- Identity:$ {\forall a\in G}$,$ { \exists e\in G}$ such that $ {a\circ e=e\circ a =a}$.($ {e}$ represents the identity mapping.)
Inverse:$ {\forall a\in G}$,$ {\exists a^{-1}\in G}$ such that $ {a^{-1}\circ a=a\circ a^{-1}=e}$.($ {a^{-1}}$ represents the inverse map of $ {a}$.)
combinative :$ {\forall a,b,c\in G}$,we have $ {(a\circ b)\circ c=a\circ (b\circ c)}$.(There is a prerequisite for this property,that is,$ {\forall a,b\in G,a\circ b\in G}$.The combinative property can be deduced from this prerequisite,so it is better to replace the combinative property by this prerequisite.But we have to be sure that if $ {a\circ b\in G}$,$ {a\circ b}$ should satisfy property 1 and 2,this is easy to verify. )
All the bijections from set $ {S}$ to $ {S}$ form a group of transformation.But a group of transformation is not necessarily consists of all the bijections from set $ {S}$ to $ {S}$.
The first statement of this point can be verified as follows:
1.It is easy to verify that if $ a$ is a bijection from $ S$ to $ S$,then $ a^{-1}$ is also a bijection from $ S$ to $ S$.
2.It is easy to verify that for all bijection $ a$ from $ S$ to $ S$,there exists an identity mapping $ e$ from $ S$ to $ S$ such that $ a\circ e=e\circ a=a$.
3.It is easy to verify that if $ a,b$ is two bijections from $ S$ to $ S$,then $ a\circ b$ is also a bijection from $ S$ to $ S$.And,$ a\circ b$ has an inverse $ b^{-1}\circ a^{-1}$,this inverse is also a bijection form $ S$ to $ S$ .And,$ (a\circ b )\circ e=e\circ (a\circ b)=a\circ b$.

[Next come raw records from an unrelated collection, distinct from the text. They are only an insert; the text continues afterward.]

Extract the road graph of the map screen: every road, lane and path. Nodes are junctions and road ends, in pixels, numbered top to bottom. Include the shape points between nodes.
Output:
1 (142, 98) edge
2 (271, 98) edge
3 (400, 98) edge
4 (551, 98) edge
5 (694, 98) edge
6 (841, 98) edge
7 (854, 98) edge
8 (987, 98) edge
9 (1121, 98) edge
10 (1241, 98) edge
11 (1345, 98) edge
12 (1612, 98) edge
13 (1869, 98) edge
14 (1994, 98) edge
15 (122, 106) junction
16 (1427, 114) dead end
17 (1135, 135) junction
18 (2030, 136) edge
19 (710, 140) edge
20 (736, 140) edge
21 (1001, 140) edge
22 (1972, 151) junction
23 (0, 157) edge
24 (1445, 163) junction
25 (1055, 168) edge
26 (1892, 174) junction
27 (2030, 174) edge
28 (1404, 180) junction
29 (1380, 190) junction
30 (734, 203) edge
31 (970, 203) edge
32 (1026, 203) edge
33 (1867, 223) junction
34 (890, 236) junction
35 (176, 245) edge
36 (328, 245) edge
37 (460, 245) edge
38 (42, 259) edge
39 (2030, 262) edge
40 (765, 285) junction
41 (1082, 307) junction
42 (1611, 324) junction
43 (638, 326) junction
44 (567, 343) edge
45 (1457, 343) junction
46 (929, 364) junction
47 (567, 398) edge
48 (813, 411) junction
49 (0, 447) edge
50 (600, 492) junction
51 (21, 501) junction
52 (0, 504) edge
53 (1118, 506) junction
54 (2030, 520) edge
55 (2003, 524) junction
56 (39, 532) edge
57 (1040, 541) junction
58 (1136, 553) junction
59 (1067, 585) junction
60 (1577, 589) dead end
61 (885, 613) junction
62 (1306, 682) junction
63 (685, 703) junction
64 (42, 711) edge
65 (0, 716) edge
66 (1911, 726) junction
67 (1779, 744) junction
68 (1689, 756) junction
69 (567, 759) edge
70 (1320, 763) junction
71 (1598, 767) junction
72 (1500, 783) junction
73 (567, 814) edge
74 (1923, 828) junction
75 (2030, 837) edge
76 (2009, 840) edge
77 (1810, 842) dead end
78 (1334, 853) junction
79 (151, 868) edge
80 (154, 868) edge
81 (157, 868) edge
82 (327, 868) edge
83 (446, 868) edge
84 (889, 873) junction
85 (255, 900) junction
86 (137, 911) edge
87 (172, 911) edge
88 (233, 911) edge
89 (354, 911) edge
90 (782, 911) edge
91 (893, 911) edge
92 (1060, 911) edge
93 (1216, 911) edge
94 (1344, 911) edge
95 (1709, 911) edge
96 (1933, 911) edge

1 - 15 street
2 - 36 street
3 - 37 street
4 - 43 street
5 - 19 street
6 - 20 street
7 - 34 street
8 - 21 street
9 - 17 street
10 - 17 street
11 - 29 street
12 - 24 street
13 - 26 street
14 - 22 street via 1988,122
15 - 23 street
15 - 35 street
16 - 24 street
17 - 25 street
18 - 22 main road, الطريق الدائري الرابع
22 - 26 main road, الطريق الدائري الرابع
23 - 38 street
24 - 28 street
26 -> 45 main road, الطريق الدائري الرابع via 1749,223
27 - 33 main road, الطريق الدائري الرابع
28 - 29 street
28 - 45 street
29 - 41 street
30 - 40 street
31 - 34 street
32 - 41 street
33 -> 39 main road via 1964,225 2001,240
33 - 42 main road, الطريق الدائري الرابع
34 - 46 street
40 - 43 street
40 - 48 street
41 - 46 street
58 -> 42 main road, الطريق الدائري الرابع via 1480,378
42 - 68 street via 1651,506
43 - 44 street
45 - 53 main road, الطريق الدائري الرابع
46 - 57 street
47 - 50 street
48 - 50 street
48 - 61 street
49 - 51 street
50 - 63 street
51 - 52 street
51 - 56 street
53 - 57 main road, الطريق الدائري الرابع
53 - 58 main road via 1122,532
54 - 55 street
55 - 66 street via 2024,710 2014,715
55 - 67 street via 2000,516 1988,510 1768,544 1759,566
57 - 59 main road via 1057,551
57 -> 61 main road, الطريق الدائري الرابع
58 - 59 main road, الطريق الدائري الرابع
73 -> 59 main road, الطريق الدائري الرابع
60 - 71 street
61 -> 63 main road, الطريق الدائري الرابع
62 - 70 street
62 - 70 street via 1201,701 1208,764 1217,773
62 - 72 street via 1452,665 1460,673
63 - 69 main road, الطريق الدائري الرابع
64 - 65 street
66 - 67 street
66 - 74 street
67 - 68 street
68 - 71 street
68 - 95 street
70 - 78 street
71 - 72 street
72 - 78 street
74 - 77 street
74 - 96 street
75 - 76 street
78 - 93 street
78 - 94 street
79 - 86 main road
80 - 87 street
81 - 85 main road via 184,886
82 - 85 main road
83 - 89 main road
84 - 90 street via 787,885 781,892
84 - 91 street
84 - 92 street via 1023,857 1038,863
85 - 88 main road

As for the second statement,I show you some examples:
Example 1.G is the set of identity mapping of set $ {A}$.
Example 2.Let $ S$ be the set of all the real numbers,while the transformations considered to have the form $ f(x)=ax+b$.Consider the following cases,in some cases ,$ G$ is a group,while in the rest of the cases,$ G$ is not a group:
(1) $ G=\{f(x)|a=1,b$ is an odd number$ \}$.In this case,$ G$ is not a group,because if it is a group,it should have an identity element for every member in it.But for $ f(x)=x+1$,its indentity is $ g(x)=x+0$,but 0 is not an odd number.
(2)$ G=\{f(x)|a=1,b$is a positive integer or 0$ \}$.In this case,$ G$ is not a group,because it does't have an inverse for every member in it.For example,$ f(x)=x+3$.Its inverse is $ g(x)=x-3$.But -3 is a negative number.
(3)$ G=\{f(x)|a=1,b$is an even number.$ \}$.In this case,$ G$ is a group,because first,all the elements in $ G$ are bijections from $ S$ to $ S$.And,every element in $ G$ has an inverse which is also in $ G$,for example,the inverse of $ f(x)=x+2$ is $ g(x)=x-2$,-2 is an even number.And,every element in $ G$ has an indentity element which is also in $ G$ ,as 0 is an even number.And, it is easy to verify that the composition of any two elements in $ G$ is also in $ G$,as the sum of two even numbers is also an even number.